I met with both Arabs and Jews of Arab origin, and they recounted their memories of life in Iraq, Egypt, and the other countries from which they had come. I listened to how they had left those countries after bitter experiences of incitement and hatred. Life had brought them to a place where they peacefully coexisted. Unfortunately, the truth of coexistence has been muddled with the help of many media organizations.

In another repudiation of another false claim, my visits to places of worship were not stopped or barred from entry by either the Israeli army or police force, as they have been rumored to do, despite the escalating incitement and violence in the city. Life in the holy city goes on, filled with vitality during all hours of the night and day. It is a city that does not sleep, filled with people from all over the world.

After spending two days in Jerusalem (al-Quds), my journalist colleagues and I headed to Tel Aviv, a capital of technology, money, and business. I was astounded by the presence of such a huge number of both local and international communications and technology companies, whose numbers have helped the city earn its nickname: Israel’s “Silicon Valley.

Besides the bustling business, life in Tel Aviv is filled with activity.
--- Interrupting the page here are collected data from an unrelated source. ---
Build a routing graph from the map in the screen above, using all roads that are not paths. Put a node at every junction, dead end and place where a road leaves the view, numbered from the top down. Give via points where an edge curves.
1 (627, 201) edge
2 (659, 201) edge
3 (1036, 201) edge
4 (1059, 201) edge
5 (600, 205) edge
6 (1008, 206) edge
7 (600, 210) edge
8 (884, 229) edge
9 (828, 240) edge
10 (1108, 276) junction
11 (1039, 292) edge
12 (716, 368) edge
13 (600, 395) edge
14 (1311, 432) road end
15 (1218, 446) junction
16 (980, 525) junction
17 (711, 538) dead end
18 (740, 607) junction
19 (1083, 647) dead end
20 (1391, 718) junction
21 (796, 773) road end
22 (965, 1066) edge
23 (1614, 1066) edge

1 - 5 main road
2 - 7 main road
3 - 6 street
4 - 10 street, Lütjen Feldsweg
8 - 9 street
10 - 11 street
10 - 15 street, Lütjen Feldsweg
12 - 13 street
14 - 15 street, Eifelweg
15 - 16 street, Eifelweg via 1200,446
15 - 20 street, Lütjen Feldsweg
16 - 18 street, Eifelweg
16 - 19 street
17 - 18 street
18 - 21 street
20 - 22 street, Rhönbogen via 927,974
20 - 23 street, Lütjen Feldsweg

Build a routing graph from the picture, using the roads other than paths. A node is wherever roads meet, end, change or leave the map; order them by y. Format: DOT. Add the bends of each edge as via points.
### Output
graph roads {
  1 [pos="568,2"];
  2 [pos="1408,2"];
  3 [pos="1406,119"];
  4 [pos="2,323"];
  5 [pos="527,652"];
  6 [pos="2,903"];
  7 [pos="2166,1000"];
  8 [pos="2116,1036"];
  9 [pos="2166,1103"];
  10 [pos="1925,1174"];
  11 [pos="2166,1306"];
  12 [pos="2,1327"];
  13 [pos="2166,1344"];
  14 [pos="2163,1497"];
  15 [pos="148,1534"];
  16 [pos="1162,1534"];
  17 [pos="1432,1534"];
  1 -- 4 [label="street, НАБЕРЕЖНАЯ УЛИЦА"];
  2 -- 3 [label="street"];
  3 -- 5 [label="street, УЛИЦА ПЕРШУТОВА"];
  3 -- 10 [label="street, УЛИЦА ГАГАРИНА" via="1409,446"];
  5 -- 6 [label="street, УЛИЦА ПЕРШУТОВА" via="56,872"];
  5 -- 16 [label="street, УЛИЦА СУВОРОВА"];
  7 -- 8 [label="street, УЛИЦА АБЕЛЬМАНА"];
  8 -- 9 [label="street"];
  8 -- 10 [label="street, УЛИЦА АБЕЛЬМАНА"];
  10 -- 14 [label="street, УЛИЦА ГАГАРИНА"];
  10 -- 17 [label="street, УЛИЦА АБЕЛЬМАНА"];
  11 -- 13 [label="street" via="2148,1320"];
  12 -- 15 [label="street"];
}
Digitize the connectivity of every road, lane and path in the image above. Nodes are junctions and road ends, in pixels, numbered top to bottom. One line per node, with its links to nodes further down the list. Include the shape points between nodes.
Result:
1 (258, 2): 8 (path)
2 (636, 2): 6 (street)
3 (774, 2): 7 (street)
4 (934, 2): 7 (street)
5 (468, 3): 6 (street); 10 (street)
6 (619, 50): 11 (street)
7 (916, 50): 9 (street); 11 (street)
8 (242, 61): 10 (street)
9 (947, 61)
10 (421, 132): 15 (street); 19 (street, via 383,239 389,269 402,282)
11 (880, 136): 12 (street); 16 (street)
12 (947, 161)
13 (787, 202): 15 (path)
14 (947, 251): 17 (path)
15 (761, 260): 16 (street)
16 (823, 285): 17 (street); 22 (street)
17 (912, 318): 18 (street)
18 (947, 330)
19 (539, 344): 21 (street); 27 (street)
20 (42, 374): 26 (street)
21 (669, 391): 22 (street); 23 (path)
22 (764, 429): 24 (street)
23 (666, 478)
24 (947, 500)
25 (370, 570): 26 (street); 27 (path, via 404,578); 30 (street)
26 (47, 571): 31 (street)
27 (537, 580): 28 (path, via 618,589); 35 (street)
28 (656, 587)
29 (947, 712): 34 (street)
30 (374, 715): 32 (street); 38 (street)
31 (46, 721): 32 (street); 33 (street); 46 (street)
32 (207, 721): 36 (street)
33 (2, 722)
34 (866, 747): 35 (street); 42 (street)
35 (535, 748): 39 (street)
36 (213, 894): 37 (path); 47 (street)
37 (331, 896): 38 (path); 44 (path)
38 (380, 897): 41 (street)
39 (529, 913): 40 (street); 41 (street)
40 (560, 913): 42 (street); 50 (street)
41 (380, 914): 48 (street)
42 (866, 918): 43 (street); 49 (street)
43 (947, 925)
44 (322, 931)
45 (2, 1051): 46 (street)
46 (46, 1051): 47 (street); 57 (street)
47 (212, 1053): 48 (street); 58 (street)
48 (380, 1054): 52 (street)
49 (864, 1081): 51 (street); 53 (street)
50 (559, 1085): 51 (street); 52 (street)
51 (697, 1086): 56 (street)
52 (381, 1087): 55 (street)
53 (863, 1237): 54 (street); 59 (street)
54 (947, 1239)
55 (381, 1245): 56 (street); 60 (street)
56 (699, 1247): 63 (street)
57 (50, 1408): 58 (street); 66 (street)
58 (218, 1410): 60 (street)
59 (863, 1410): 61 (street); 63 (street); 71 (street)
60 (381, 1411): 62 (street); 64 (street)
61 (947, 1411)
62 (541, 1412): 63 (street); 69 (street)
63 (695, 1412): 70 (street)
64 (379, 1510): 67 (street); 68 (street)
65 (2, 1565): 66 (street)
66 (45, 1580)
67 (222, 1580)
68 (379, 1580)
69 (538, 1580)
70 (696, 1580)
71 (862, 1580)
In the morning, people walk, run, and ride bicycles in designated bicycle areas along the many beaches of the Mediterranean, all of which are equipped for people to enjoy their time there. At night, restaurants and cafes are filled with both city residents and international tourists. Like Jerusalem, Tel Aviv is an international and welcoming city that blends a variety of cultural influences. Tel Aviv-Jaffa is not only a center for trade and business, but also a city of relaxation that offers the pleasures of the sea, the balmy weather, and modernity.

In the beautiful coastal city of Haifa, I visited the large educational edifice of the University of Haifa. Its towering buildings and libraries hold over two million books and periodicals, and the university has departments for the disabled and the blind. What caught my attention was the children’s library in its center. Children pay visits to the library in order to learn how to conduct research and to be instilled with a love of reading and discovery at a very young age. The University of Haifa is considered a model and reflection of Israeli society. Within its walls, students of Jewish, Arab, Druze, and Circassian origin study together. It appeared to me that Muslims, Christians, Druze, Baha’is, and atheists are all given equal opportunities based on the principle of equality and without discrimination or segregation based on race or religion.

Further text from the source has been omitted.